Diaz thanks Wisniewski, but moments later Latino Leadership Alliance founder Martin Perez - whose organization backed Diaz's upstart 2008 candidacy - goes to the microphone and denounces machine politics.

So far, every Latino elected official except Diaz, Paterson Councilman Julio Tavarez and Perez has served as an apologist for the current - more or less - structure.

A registered Democrat discontented with the power structure, Perez attempts to blast apart the establishment foundation. He argues that five percent Latino representation in the assembly and two percent in the senate do not accurately reflect 2010 census figures that show Latinos accounting for 18 percent of New Jersey's population.

"Packing is a red herring," says Perez, suggesting it is a term used by Democrats to protect their stranglehold on districts they have inadequately served, in his view. His wife, attorney Patricca Bombelyn, an unsuccessful mayoral candidate in New Brunswick last year, later specifies that she would like to see a district that includes Perth Amboy and New Brunswick.

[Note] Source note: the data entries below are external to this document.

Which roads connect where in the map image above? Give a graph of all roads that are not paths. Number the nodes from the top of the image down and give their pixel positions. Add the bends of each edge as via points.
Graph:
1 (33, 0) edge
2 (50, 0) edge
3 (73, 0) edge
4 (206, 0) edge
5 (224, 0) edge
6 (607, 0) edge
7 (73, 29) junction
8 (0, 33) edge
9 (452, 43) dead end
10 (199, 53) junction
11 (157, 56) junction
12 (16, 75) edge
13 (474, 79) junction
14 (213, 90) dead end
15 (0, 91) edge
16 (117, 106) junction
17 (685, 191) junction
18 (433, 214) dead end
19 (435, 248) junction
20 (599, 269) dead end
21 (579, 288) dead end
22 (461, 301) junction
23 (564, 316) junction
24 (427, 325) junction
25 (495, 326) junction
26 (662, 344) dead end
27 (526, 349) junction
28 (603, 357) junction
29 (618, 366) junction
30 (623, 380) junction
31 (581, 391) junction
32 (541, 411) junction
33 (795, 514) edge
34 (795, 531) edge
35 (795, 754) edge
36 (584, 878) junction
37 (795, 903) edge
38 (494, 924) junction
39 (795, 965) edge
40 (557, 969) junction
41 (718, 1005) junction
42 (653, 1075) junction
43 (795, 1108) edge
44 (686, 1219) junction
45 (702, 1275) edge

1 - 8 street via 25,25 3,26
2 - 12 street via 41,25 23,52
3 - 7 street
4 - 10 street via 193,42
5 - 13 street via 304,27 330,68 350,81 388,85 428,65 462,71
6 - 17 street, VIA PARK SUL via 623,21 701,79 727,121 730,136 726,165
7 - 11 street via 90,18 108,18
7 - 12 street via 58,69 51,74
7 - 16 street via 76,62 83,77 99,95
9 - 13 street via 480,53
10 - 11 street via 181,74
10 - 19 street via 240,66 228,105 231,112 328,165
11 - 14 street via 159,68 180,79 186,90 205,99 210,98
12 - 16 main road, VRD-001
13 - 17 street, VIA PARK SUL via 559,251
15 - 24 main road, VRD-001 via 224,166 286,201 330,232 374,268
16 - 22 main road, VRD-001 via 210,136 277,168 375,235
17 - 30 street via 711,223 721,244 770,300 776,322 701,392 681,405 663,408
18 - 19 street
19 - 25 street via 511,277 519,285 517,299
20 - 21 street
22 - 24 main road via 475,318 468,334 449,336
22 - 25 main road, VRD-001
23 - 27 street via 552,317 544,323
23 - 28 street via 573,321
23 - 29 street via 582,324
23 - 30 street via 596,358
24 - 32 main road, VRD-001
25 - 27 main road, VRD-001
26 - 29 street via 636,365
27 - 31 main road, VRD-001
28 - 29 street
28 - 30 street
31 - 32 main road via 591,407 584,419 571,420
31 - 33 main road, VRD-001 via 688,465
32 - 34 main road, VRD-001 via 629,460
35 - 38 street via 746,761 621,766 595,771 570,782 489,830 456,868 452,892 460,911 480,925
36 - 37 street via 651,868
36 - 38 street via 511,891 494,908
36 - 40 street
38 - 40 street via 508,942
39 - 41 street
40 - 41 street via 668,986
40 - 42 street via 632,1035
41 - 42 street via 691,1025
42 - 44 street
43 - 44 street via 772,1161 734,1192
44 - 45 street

The other team tries to take away any advantage Perez has achieved by front-end loading more Democratic Party elected official allies: Passaic Mayor Alex Blanco and Assemblywoman Nellie Pou (D-North Haledon).

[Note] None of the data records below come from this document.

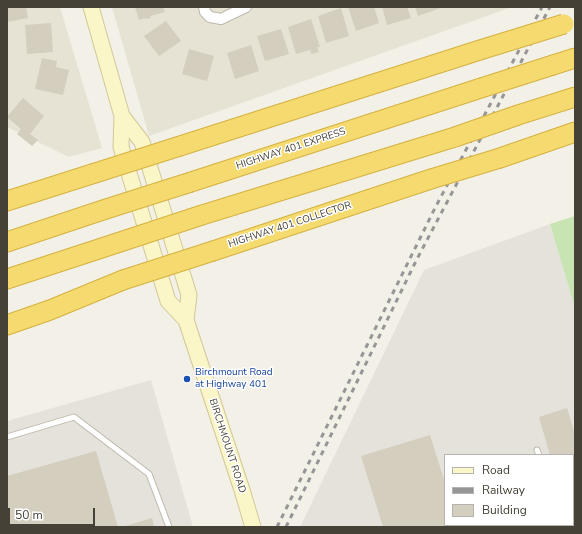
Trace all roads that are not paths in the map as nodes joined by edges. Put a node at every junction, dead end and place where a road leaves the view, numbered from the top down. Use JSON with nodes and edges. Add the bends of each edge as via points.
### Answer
{"nodes":[{"id":1,"x":91,"y":7,"type":"edge"},
{"id":2,"x":204,"y":7,"type":"edge"},
{"id":3,"x":246,"y":7,"type":"edge"},
{"id":4,"x":569,"y":22,"type":"edge"},
{"id":5,"x":575,"y":58,"type":"edge"},
{"id":6,"x":575,"y":97,"type":"edge"},
{"id":7,"x":122,"y":116,"type":"junction"},
{"id":8,"x":575,"y":132,"type":"edge"},
{"id":9,"x":575,"y":136,"type":"edge"},
{"id":10,"x":508,"y":155,"type":"junction"},
{"id":11,"x":7,"y":201,"type":"edge"},
{"id":12,"x":7,"y":242,"type":"edge"},
{"id":13,"x":7,"y":279,"type":"edge"},
{"id":14,"x":186,"y":320,"type":"junction"},
{"id":15,"x":7,"y":325,"type":"edge"},
{"id":16,"x":7,"y":437,"type":"edge"},
{"id":17,"x":168,"y":527,"type":"edge"},
{"id":18,"x":253,"y":527,"type":"edge"}],
"edges":[{"from":1,"to":7,"type":"main road","name":"BIRCHMOUNT ROAD"},
{"from":2,"to":3,"type":"street","via":[[210,17],[221,19]]},
{"from":4,"to":11,"type":"highway","bridge":true},
{"from":5,"to":12,"type":"highway","name":"HIGHWAY 401 EXPRESS","bridge":true},
{"from":6,"to":13,"type":"highway","bridge":true},
{"from":7,"to":14,"type":"main road","name":"BIRCHMOUNT ROAD","via":[[145,150],[189,295]]},
{"from":7,"to":14,"type":"main road","name":"BIRCHMOUNT ROAD","via":[[120,147],[168,301]]},
{"from":8,"to":10,"type":"highway","name":"HIGHWAY 401 COLLECTOR"},
{"from":9,"to":10,"type":"highway"},
{"from":10,"to":15,"type":"highway","name":"HIGHWAY 401 COLLECTOR","bridge":true,"via":[[123,280]]},
{"from":14,"to":18,"type":"main road","name":"BIRCHMOUNT ROAD"},
{"from":16,"to":17,"type":"lane","via":[[74,418],[149,474]]}]}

"The progress that has been achieved has been attributable to the Democratic Party, which has recognized the diversity of our communities," argues Pou. "It's a good start, but we need to do much more."

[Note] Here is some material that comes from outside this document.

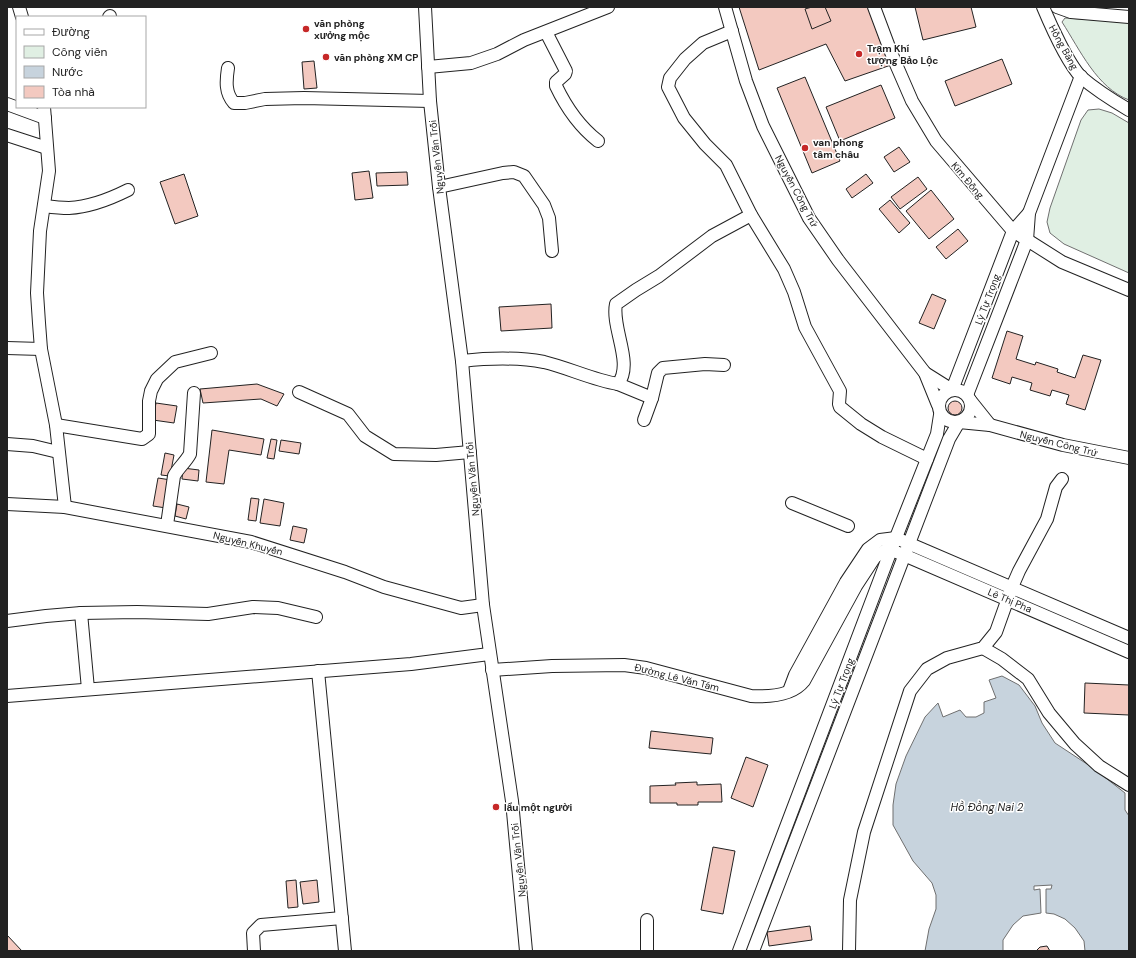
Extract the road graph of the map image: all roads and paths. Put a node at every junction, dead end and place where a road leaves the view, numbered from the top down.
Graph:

Despite political experts opining that neither side can yet claim an advantage, both Republican and Democratic commissioners quietly celebrate what they insist are critical psychological victories.

There's the Republican spin out of last week's hearing that repeated commissioner invocations of districts dominated by white male double dippers indicates more the Democrats' propensity to protect brokers than wisely distribute power to favor more minorities.

"It's getting to Sarlo," crows one Republican, ecstatic over state Sen./Mayor Paul Sarlo's (D-Wood-Ridge) efforts to defend himself in the 36th District where he oversees Latino torque point Passaic. (By the way, in discussing his record as a friend of Hispanics at last Tuesday's hearing, Sarlo mentioned his proud vote in favor of Sires to be the first Lationo speaker of the assembly, causing the GOP to grumble foul).

Democrats, too, delight in the belief that the GOP's redistricting commission co-chair, Assemblyman Jay Webber (R-Morris Plains), shares an antagonistic political history with fellow commissioner Bill Palatucci, Gov. Chris Christie's longtime consigliore and inner circle protector.

"The body language between the two of them doesn't bode well for the Republicans," giggles one Democrat, intent on expanding a rift between Palatucci and Webber.  

Republicans saw a stab line wound open up, too, in the testimony last week of state Sen. Ronald L. Rice (D-Newark), longtime leader of the Legislative Black Caucus, who identified the decade-old map as a travesty as it relates to the interests of minorities.